I´m going to test the RFC3164 template in a lab....

pge · July 18, 2018, 12:53pm

Hi @yaauie

for what i can test (at the moment the ELK cluster is still not on production) "..anchoring the pattern to the beginning of the string..." works good and improve the performances.

Regarding the pipeline I´m still testing different rsyslog formats but using the basic approach ( sample configuration ) I´m still receiving messages with wrong severity/facility.
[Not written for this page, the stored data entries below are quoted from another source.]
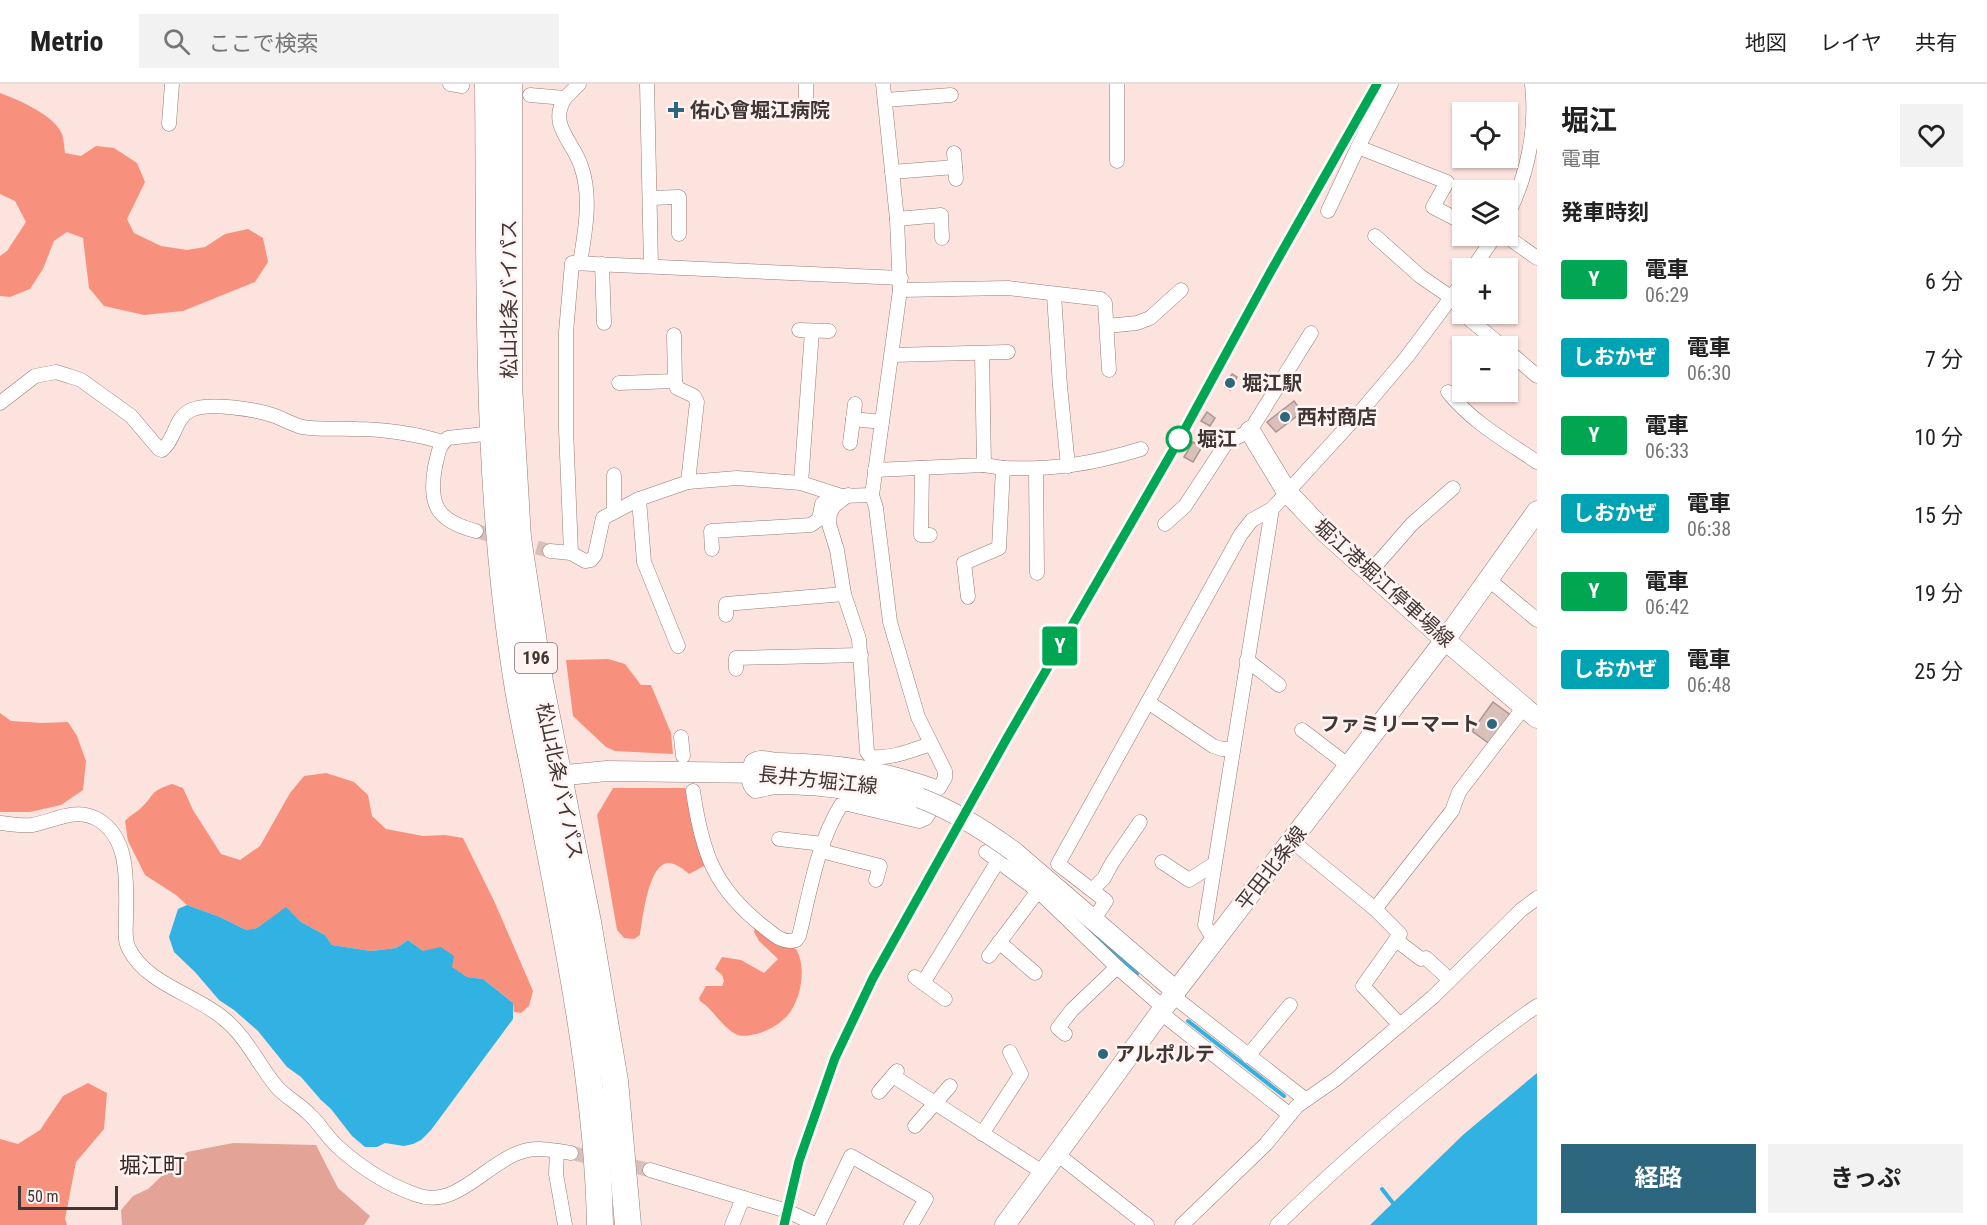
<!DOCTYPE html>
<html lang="ja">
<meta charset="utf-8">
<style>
:root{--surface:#fff;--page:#f2f2f2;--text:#222;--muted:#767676;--line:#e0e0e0;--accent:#2c677f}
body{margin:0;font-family:"Roboto Condensed","Noto Sans JP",sans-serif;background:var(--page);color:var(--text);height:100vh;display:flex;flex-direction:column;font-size:22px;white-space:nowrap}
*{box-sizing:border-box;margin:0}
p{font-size:20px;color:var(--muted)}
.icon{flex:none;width:33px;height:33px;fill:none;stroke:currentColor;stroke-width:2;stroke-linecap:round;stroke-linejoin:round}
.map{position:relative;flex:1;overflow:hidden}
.panel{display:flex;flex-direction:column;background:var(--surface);width:450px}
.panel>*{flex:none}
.badge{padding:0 12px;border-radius:4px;font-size:21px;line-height:39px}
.tools{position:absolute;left:1452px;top:18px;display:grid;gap:12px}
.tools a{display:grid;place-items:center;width:66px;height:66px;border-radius:0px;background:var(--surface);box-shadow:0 2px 4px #0004;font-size:30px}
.scale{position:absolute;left:18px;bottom:15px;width:100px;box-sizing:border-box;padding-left:6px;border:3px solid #403634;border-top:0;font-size:16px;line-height:21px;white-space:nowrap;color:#403634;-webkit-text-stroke:4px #fff4f2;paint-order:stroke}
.map>.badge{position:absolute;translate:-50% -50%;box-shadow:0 0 0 3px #fff}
h2{padding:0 24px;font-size:22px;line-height:54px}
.round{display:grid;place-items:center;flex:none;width:63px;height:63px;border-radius:0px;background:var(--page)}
.overview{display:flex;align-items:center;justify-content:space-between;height:102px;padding:0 24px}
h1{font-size:28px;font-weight:700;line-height:45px}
.primary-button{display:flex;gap:12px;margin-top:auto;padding:12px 24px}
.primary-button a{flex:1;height:69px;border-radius:0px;background:var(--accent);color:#fff;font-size:24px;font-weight:700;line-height:69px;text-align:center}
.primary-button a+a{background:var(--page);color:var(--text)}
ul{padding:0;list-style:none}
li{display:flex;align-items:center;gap:18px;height:78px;padding:0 24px}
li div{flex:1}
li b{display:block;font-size:22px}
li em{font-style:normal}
li .badge{min-width:66px;font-weight:700;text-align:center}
header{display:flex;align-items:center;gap:36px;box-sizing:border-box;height:84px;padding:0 30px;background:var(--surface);border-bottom:2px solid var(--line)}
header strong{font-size:28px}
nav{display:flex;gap:33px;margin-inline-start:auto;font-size:21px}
.search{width:420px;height:54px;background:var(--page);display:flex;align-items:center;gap:15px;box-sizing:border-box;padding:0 21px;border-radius:0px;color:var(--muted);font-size:22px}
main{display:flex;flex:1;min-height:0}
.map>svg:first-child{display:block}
.green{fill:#e3a497}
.forest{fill:#f7917d}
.water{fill:#32b2e2}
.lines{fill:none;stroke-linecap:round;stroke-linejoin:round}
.stream{stroke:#32b2e2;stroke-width:4}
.building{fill:#d9c0ba;stroke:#ac948f;stroke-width:1.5}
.street-tunnel{stroke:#d7c0bb;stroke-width:14;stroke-dasharray:14 7;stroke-linecap:butt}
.street-casing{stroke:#947d78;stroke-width:15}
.secondary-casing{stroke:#947d78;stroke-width:21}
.highway-casing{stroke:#947d78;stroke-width:27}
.street{stroke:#fff;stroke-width:14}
.secondary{stroke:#fff;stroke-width:20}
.highway{stroke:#fff;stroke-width:26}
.rail-casing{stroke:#a3918d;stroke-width:6}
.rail{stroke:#fff4f2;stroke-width:4;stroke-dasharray:11;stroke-linecap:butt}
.secondary-bridge-casing{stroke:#947d78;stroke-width:21;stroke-linecap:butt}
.secondary-bridge{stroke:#fff;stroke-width:20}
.line-casing{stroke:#fff;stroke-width:14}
.line{stroke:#00a651;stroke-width:9}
.poi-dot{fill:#2c677f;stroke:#fff4f2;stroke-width:2}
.stop-dot{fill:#fff;stroke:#00a651;stroke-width:3}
.labels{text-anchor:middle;stroke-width:5;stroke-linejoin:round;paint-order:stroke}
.shield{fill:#fff4f2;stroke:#796f6d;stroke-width:1.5}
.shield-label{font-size:18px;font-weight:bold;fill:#403634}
.poi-label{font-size:20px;font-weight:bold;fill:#403634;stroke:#fff4f2;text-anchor:start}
.street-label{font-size:20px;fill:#403634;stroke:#fff4f2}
.stop-label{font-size:20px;font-weight:bold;fill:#403634;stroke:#fff4f2;text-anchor:start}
.quarter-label{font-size:22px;fill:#3a2723;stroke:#fff4f2}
</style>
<header>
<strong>Metrio</strong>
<div class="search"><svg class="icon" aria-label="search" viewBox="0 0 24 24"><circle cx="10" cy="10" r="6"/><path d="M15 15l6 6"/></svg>ここで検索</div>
<nav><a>地図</a><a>レイヤ</a><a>共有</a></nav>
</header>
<main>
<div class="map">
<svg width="1537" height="1141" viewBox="0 0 1537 1141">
<rect width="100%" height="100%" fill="#fde3dd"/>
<polygon class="green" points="233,1059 316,1061 338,1104 370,1132 364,1141 122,1141 121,1126 133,1112 148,1105 187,1068"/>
<g class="forest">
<path d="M0,9C19,16 54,31 62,50C64,56 64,63 65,69L81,72L96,62L114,64L137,79L145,98L127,135L134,149L161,162L187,166L205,163L225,150L248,145L263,154L268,178L255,198L183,227L144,231L104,222L89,204L83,154L67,148L54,157L43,185L30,205L10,213L0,212V172L7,167L26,138L15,117L0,110Z"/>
<polygon points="608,575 625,580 641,601 651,601 671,649 673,670 615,667 606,663 573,632 566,576"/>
<polygon points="0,629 11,637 42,639 68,638 77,652 86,677 83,706 61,721 30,728 0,728"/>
<path d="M326,689L354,698L368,711L372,732L386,745L423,752L445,751L463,754L495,819L533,907L529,922L521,929L514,928L513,919L483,895L467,893L423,867L408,856L396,864L371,867L332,861L325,851L301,838L286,824L257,844L246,846L220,833L187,821L176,811L145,791L128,757L125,737C130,731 136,729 141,724C156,710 148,708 172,700L183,704L193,726L221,770L240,776L260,762L290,709L304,692Z"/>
<path d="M613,704H685L706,781L689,790C683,785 676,779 668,779C648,781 643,834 640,851L634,855L624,854L617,846L597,731Z"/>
<path d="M755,844L796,865C807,883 801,915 788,931C780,940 768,947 756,950C751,951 744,953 738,951C723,945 714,926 700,917L699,914L706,902H722L724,897L722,891L715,885L722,873L741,876L764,889L778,875L759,857L754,848Z"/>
<polygon points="88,999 107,1009 104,1045 76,1078 65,1135 67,1141 0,1141 0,1055 18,1060 40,1046 63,1012"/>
</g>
<g class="water">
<polygon points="187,821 220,833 246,846 257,844 286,823 301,838 325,851 332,861 371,867 396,864 408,856 423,867 441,863 454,872 452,883 467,893 483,895 513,919 513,935 431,1046 421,1056 413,1060 404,1062 385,1059 377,1063 365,1063 352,1052 331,1025 321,1016 301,993 287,983 258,947 234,926 219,916 195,888 174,868 169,853 178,825"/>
<polygon points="1537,989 1537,1141 1370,1141 1464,1050"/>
</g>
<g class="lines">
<g class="stream">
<polyline points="1092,848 1137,890"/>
<polyline points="1188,937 1284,1012"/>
<polyline points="1382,1105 1393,1119"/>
</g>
</g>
<g class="building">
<polygon points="1232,290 1237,293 1230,306 1225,303"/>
<polygon points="1294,317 1302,328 1276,348 1267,338"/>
<polygon points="1207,328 1215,334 1210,342 1201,337"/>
<polygon points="1193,358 1202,363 1193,378 1184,373"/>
<polygon points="1493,618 1512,632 1491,661 1472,647"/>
</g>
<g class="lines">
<g class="street-tunnel">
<polyline points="476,447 550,467"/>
<polyline points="571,1069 650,1086"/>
</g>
<defs>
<g id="street">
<polyline points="450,0 462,2"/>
<polyline points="647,0 651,182"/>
<polyline points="1391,0 1358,63 1447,98 1433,123 1462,138"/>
<polyline points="530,11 565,14 579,0"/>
<path d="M565,14C548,41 573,57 581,82C592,113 585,148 580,179"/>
<polyline points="885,16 951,11"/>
<polyline points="806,26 806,0"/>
<polyline points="169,40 172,0"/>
<polyline points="954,69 956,95"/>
<polyline points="1117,77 1117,0"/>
<polyline points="892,88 955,83"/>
<polyline points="650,114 679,113 679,150"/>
<polyline points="1328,127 1358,63"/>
<path d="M1508,130C1528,90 1537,44 1532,0"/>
<polyline points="897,135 941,131 942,154"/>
<polyline points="1375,152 1420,192 1452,214"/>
<polyline points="1506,152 1537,174"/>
<polyline points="602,180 604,239"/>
<polyline points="1473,184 1495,152"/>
<polyline points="900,206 1008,204 1101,215 1105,219 1109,286"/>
<polyline points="1054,211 1060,302 1068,382"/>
<polyline points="1463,230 1502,262"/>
<polyline points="1107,242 1137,239 1150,234 1181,206"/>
<polyline points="799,246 829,247"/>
<polyline points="674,251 675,297 677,304 694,312 697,318 688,398"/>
<polyline points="1508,267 1537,292"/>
<polyline points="892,271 1008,268"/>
<polyline points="619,299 675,297"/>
<path d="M1448,308C1472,338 1506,357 1537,378"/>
<path d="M0,319L35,292L56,288L69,292L81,296L131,332L159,365L162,366C175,356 175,333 191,326C209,318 253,325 272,331C282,334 291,340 302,343C319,346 339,344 357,345C382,345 418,350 442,358"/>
<polyline points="853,335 882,338"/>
<polyline points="850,359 855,320"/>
<polyline points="922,384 921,451 930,451"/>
<path d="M1003,384C1054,386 1092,380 1141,365"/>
<polyline points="1036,385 1037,489"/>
<polyline points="875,386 984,381 982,269"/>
<polyline points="801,399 812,247"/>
<path d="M848,411L834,422L830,429L829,440L837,466L844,510L859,555L867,668L871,673C892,675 912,666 931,660"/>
<polyline points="639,415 644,478 678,562"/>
<polyline points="614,428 614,391"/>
<polyline points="1165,440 1185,422 1227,358 1250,347 1311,249"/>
<path d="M476,447C438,437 428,422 435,383C438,372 438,361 448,354L493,349"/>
<polyline points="712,465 711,447 811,441 819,435 822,420 834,410"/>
<polyline points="550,467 571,469 585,477 591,476 595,471 603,434 639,415 688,398 737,394 801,399 841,412 872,411"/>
<polyline points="571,469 566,345 566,248 572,179 901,194"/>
<polyline points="1370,488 1412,440 1453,404"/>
<polyline points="1488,495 1537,536"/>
<polyline points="968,513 964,479 999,464 1003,384 984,381"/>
<polyline points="726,531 726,520 844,510"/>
<polyline points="1247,576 1279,601"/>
<polyline points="736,585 736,574 861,571"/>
<polyline points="1148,618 1213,662 1222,665 1233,665"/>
<polyline points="1302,646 1349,682"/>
<polyline points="681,653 683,672"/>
<path d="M693,707C702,769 714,804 764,843C774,851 783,860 796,856L799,852C810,808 817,760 841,721L848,720L919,737L926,734L929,729C880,712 831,703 778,703C771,703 763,706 755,707C746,701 748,686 752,677C761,671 769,676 779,676C836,677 885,684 939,704L945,694V687L918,633L890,538L876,424L872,411L900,206L897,135L883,0"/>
<path d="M0,739C11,740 21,742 32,741C54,737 75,723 97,735C131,754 126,801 126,834C126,844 124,856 129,865C147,900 194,910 223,934C246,952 258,980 276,1002C285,1013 300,1020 310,1031C320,1040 327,1053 337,1062C360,1083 388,1101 417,1111C455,1125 485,1081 518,1069C536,1062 553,1066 571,1069"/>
<polyline points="779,755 823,760"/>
<polyline points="1292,757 1375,825 1400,850 1363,902 1400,941"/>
<polyline points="821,767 880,782 876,796"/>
<polyline points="986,768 1038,807 1117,883 1164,924"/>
<polyline points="1162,778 1189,796 1214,780"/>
<polyline points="1092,806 1104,794 1112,779 1140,738"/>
<polyline points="1375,825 1452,727 1459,708 1524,623"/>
<polyline points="1094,835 1106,817 1058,780 1241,450 1252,436 1272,425"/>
<polyline points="1396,856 1421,875 1426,874 1450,896"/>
<polyline points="999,858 1035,889"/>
<polyline points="1215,858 1205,841 1272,425 1356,333 1406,274 1462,199"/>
<polyline points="989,872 1038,807"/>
<polyline points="915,893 945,915"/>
<polyline points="923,899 998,777"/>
<polyline points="1173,912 1306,1016"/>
<polyline points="1161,929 1290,1031"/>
<polyline points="1065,950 1058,944 1072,926 1117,883"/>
<polyline points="1248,972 1290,921"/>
<polyline points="893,992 1044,1089"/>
<polyline points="879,1008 897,987"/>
<polyline points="915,1042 950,1002"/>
<polyline points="982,1050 1021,990 1010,968"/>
<polyline points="557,1067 556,1090 565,1141"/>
<polyline points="1057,1070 1147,1141"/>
<polyline points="650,1086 787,1127 817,1141"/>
<polyline points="732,1141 743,1114"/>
<polyline points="818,1141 851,1072 926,1115 911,1141"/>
<polyline points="1182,1141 1266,1060 1297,1022 1336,995 1433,913 1521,826 1537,814"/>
<path d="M1277,1141C1330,1089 1385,1041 1442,995C1473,970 1504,944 1537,922"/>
</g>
<g id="secondary">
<polyline points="1250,347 1287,408 1325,448 1445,556 1537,634"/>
<polyline points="545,693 607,687 766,689 849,696 878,701 920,714"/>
<polyline points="1013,767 1176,907"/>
<polyline points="1005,1141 1176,907 1445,556 1537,427"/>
</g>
<g id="highway">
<path d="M488,0C490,202 485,405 518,605C523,635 530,666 536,696C564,843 597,991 600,1141"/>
<polyline points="509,0 509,301 518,454 540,598 588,838 615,997 628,1141"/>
</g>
</defs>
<use href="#street" class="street-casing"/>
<use href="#secondary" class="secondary-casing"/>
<use href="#highway" class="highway-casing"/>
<use href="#street" class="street"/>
<use href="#secondary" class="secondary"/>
<use href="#highway" class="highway"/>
<defs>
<polyline id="rail" points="784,1141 799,1077 835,974 873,894 1007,654 1179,356 1271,187 1377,0"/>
</defs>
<use href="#rail" class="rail-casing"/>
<use href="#rail" class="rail"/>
<defs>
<path id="secondary-bridge" d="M920,714C954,727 983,745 1013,767"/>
</defs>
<use href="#secondary-bridge" class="secondary-bridge-casing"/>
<use href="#secondary-bridge" class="secondary-bridge"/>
</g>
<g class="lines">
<defs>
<polyline id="line" points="784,1141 799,1077 835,974 873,894 1007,654 1179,356 1271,187 1377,0"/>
</defs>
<use href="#line" class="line-casing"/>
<use href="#line" class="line"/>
</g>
<g class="poi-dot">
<path d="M673 17h6v6h6v6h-6v6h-6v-6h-6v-6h6z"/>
<circle cx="1230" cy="299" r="6"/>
<circle cx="1285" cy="333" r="6"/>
<circle cx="1492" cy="640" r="6"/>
<circle cx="1103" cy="970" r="6"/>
</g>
<circle class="stop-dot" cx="1179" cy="355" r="12"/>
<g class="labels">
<rect class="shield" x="515" y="559" width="42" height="30" rx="4.5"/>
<g class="shield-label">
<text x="536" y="580">196</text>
</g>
<g class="poi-label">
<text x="690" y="33">佑心會堀江病院</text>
<text x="1242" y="306">堀江駅</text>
<text x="1297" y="340">西村商店</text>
<text x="1480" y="647" text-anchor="end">ファミリーマート</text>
<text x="1115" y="977">アルポルテ</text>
</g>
<g class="street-label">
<text transform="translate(509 215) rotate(-90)" y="7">松山北条バイパス</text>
<text transform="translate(1384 499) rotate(42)" y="7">堀江港堀江停車場線</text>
<text transform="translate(818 696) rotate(6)" y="7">長井方堀江線</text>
<text transform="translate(560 697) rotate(78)" y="7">松山北条バイパス</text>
<text transform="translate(1271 784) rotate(-52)" y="7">平田北条線</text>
</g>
<g class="stop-label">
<text x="1197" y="362">堀江</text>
</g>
<g class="quarter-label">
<text x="152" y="1089">堀江町</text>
</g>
</g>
</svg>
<div class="tools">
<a><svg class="icon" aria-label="locate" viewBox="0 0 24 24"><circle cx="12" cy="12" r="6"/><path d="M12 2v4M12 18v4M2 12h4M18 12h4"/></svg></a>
<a><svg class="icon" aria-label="layers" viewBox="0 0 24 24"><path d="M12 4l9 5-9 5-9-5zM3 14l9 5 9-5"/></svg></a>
<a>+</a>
<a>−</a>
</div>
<div class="scale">50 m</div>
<b class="badge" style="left:1060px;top:562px;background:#00a651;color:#fff">Y</b>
</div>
<section class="panel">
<div class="overview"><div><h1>堀江</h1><p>電車</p></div><a class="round"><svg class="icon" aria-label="heart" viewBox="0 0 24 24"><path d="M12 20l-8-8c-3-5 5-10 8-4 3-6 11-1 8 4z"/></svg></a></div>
<h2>発車時刻</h2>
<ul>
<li><span class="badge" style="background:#00a651;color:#fff">Y</span><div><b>電車</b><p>06:29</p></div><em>6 分</em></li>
<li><span class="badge" style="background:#00a3b4;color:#fff">しおかぜ</span><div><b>電車</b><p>06:30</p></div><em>7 分</em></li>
<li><span class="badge" style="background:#00a651;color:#fff">Y</span><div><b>電車</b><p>06:33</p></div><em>10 分</em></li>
<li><span class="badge" style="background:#00a3b4;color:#fff">しおかぜ</span><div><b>電車</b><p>06:38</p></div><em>15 分</em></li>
<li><span class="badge" style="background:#00a651;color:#fff">Y</span><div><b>電車</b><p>06:42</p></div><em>19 分</em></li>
<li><span class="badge" style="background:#00a3b4;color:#fff">しおかぜ</span><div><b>電車</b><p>06:48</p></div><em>25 分</em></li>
</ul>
<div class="primary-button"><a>経路</a><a>きっぷ</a></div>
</section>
</main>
I´ve tested all the standard rsyslog templates on rsyslog forwarding rule with the result to win a "_grokparsefailure" when I use a different log format

#  RSYSLOG_TraditionalFileFormat    - the "old style" default log file format with low-precision timestamps
#  RSYSLOG_FileFormat               - a modern-style logfile format similar to TraditionalFileFormat, 
#                                     buth with high-precision timestamps and timezone information
#  RSYSLOG_TraditionalForwardFormat - the traditional forwarding format with low-precision timestamps. 
#                                     Most useful if you send messages to other syslogd's or rsyslogd below version 3.12.5.
#  RSYSLOG_ForwardFormat            - a new high-precision forwarding format very similar to the traditional one, but with 
#                                     high-precision timestamps and timezone information. Recommended to be used when sending 
#                                     messages to rsyslog 3.12.5 or above.
#  RSYSLOG_SyslogProtocol23Format   - the format specified in IETF's internet-draft ietf-syslog-protocol-23, which is assumed 
#                                     to be come the new syslog standard RFC. This format includes several improvements. 
#                                     The rsyslog message parser understands this format, so you can use it together with all 
#                                     relatively recent versions of rsyslog. Other syslogd's may get hopelessly confused if 
#                                     receiving that format, so check before you use it. Note that the format is unlikely to 
#                                     change when the final RFC comes out, but this may happen.

... to be continued ....

yaauie · July 18, 2018, 3:07pm

Are you using the grok constructor or similar online tool? It's really helpful when you're trying to figure out why a particular input isn't matching.

pge · July 19, 2018, 6:12am

Until now no. My approach was based on rsyslog configuration because the Linux rsyslog v,8 (Fedora/Redhat/Centos, Debian/Ubuntu) is one of most common linux logging format and I´m a little bit suprised that the logstash syslog plugin have problems to decode it without a long pipeline and a complex pattern.

The solution must be easy but until now I didn´t found it.

Anyway.... a cup of coffe, VMs power on and I´m going to test the grok contructor.

Once again thanks for your support @yaauie and have a nice day.

pge · July 30, 2018, 10:06am

New Update:

After many test i started thinking that maybe CentOS7.5 logs have a specical format, then we created two new servers: 1 Debian 9.4x64 and one Ubuntu 16.04LTSx64.

Well, after the installatio and rsyslog configuration nothing changed. With the chain suggeted on the web we got always "severity code 5 and facility code 1".

Using the big pattern and the long processing chain we got correct severity and facility. Looks strange that 3 of the most used Linux distro have the same problem.

Maybe I still have to understand something but after many hours of test we suppose that there is a problem with the syslog input plugin or maybe there is a mistake on the documentation Configuration Examples.

p.s.
Maybe is a coincidence but also on the output example I found "severity code 5 and facility code 1"...

system · August 27, 2018, 10:06am

This topic was automatically closed 28 days after the last reply. New replies are no longer allowed.